Tanto en lo que se refiere al mainstream como a una supuesta independencia periférica, en el ámbito de la industria cinematográfica estadounidense durante las últimas dos décadas se ha consolidado una suerte de fórmula que garantiza -según los “cráneos” de las productoras y sus títeres de turno- comedias o films de terror exitosos, los dos ejemplos máximos de la reducción que opera sobre campos otrora deslumbrantes (“sexo”, “gore” y “perspicacia” son palabras prohibidas).
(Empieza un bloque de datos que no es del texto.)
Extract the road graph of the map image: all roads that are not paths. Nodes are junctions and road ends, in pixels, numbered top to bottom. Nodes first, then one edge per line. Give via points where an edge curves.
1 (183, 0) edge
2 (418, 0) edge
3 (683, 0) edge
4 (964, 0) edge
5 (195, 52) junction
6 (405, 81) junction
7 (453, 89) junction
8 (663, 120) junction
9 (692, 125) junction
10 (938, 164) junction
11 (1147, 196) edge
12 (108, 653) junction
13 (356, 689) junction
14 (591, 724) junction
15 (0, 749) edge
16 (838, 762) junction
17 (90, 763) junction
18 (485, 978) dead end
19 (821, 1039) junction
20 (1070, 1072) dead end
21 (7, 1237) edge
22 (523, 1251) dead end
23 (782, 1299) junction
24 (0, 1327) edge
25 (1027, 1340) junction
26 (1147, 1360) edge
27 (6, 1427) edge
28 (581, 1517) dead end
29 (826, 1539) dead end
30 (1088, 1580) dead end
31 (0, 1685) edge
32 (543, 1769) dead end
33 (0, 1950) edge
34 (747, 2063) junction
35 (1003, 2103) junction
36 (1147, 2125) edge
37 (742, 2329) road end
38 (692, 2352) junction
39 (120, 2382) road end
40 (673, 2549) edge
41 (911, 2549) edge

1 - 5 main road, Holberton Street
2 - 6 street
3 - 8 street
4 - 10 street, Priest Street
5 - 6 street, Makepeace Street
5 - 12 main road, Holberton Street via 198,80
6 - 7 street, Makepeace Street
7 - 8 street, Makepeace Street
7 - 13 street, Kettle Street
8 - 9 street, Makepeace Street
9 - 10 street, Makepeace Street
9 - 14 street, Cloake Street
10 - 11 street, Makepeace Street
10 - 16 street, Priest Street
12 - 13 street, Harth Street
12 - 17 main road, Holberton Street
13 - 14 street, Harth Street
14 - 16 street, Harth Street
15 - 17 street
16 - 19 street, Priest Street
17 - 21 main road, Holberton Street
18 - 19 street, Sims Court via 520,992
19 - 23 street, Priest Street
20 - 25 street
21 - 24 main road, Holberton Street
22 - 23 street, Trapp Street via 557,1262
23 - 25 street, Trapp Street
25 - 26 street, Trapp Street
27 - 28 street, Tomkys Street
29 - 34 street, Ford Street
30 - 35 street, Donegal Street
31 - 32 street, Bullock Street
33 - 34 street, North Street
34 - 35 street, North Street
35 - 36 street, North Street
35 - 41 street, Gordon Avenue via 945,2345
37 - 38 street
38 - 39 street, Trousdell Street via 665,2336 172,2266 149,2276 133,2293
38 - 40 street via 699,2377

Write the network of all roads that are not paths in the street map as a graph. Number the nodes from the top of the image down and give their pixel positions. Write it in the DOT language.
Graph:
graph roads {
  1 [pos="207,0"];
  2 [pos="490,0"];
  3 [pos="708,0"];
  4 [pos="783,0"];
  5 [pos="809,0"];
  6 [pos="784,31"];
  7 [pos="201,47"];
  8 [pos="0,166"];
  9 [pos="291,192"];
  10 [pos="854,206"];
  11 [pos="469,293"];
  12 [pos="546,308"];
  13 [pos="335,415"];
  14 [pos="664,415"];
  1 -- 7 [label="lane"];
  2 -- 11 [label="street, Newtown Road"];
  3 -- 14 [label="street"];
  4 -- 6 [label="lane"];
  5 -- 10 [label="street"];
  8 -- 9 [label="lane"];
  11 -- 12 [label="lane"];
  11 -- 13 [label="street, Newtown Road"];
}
Un contexto miserable, personajes pueriles, un andamiaje formal vetusto y una multitud de recursos reciclados son las características principales a la hora de aniñar las propuestas para conseguir ese patético “guiño” por parte del ente de calificación.
Por supuesto que bajando la edad del espectador potencial se empobrece paulatinamente los productos, los realizadores y el público del futuro, sumado a que toda la maquinaría queda tildada en un “piloto automático” que genera proyectos tan anodinos como La Invocación (Haunt, 2013), otra historia irrelevante de fantasmas furiosos en pos de venganza, eco lejano del J-Horror de lustros anteriores. En esta oportunidad es la familia Asher la que se muda a un caserón para rápidamente comenzar a experimentar una serie de situaciones símil The Amityville Horror (1979). Aquí un minimalismo naif corre a la par de la ausencia de novedades y una duración justa en lo que hace al aprovechamiento del acerbo genérico.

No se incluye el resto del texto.